J.C. Davies: Profitable Inspiration

Tyndale's 'resolve to make sense at all costs' (Daniell, Introduction to Tyndale's OT), even when the Hebrew as it stands doesn't seem to do so, marks his Old Testament, like his New, as the product of a single aim - to get the Word of God across. The high price Tyndale paid for his resolution leads one to expect an urgency in his text. But how does it work in C20th public worship? As a lay reader in Lincoln, I've tried it in three different contexts . On the evening of October 6th, a small group of lay people (readers and lay minsters) received Holy Communion (ASB Rite A) in a vicarage sitting room. The readings were from Tyndale. The contrast with the somewhat bland prose of the ASB with the vigour and directness of Tyndale was noticeable. On the Sunday following, at a traditional BCP Evensong, the lessons were once more from Tyndale, with a short introduction by the first reader. As I sat in my stall, following in the King James version. I experienced vividly Tyndale's seeming modernity and directness. Other worshippers noticed this too, and it was important to convince a congregation strongly prejudiced against modern translations that Tyndale was earlier than the AV. (But then, as H.D. Thoreau once pointed out, 'earlier' means 'younger'. not 'older').

My third experiment was in a large, family style ASB Morning Prayer that involved a little playacting. I allowed the Old Testament lesson to be read from the ASB. The reader then ostentatiously removed the book, declaring that it was too dangerous to leave about. He did this so well that one of his friends thought he might be suffering some kind of breakdown. After a hymn, the congregation was obviously alert, possibly worried. The second reader approached the lectern and, with well-feigned annoyance, asked how he could read the lesson without a book. I asked him whether he was prepared to run the risk of being caught reading the Scripture 'in a language understonded of the people', pointed out Tyndale's fate, and the nature and power of the opposition. (Unfortunately, one member of the congregation interpreted some of this as an attack on our Bishop - I of course meant Bishop Tunstall). With increasing solemnity, not feigned, the reader said he would read anyway, whatever the consequences. The whole thing became quite serious as we thought about censorship of the Bible in the 16th and 20th centuries. Then the reader read grandly and unaffectedly from Tyndale's New Testament.

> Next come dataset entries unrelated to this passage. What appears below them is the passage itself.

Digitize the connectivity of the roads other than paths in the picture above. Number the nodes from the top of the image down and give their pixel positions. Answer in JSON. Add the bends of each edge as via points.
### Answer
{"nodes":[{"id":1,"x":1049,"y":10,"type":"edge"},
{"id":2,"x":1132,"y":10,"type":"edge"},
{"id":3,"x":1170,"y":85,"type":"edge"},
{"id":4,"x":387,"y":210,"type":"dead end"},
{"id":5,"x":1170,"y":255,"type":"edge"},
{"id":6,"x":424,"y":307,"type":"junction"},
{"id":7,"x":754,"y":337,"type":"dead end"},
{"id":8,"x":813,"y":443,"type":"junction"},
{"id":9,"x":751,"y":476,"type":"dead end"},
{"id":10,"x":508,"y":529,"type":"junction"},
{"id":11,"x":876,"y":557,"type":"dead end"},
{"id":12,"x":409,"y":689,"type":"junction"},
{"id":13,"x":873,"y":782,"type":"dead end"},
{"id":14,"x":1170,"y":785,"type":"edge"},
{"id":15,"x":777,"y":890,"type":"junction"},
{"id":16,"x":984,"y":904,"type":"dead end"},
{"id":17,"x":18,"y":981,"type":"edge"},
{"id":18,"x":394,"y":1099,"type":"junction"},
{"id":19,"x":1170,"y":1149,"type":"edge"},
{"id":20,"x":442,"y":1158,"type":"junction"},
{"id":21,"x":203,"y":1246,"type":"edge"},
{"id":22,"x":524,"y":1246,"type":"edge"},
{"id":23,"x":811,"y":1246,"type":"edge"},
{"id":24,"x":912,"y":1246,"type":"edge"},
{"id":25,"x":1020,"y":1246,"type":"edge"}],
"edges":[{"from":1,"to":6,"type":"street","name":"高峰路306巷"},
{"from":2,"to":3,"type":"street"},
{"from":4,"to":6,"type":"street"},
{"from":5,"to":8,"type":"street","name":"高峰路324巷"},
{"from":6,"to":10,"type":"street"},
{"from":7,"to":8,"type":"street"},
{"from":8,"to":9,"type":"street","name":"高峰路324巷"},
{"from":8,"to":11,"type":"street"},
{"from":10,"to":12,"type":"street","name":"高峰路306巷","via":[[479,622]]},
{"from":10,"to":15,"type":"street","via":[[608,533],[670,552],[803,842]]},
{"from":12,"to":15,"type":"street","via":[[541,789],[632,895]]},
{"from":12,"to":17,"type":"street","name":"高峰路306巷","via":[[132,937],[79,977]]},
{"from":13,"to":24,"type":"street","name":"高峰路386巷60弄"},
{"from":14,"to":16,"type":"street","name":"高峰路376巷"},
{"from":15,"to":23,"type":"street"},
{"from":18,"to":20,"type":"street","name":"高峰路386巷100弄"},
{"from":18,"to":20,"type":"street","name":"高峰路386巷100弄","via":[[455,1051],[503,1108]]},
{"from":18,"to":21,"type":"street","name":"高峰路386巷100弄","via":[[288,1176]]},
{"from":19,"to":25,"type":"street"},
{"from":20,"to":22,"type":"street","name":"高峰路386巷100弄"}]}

It seemed to me that Tyndale 'worked' in all three contexts. Congregations were interested, and asked questions about him and his work. His prose came across as supple, vigorous and alive. The Gospel and the OT were 'news that stayed news'. Ordinary Anglicans put up with most things, and I don't suppose that my fellow worshippers in the churches where I serve will give up either the Good News Bible, or the REB, or the Jerusalem, or the AV for that matter. Nevertheless awareness of Tyndale has increased among us and we have learnt that he is not a quaint survival, nor an antique too precious to use. For me in fact he has become the 'living bible' that the translation of that name could never he. He is good to read silently, and to cite at Bible studies, but he truly comes into his own when read aloud. If 'all scripture given by inspiration of God is profitable' (2 Tim. 2) then it had better be given in an inspiring and inspired translation. Tyndale seems to me the best available.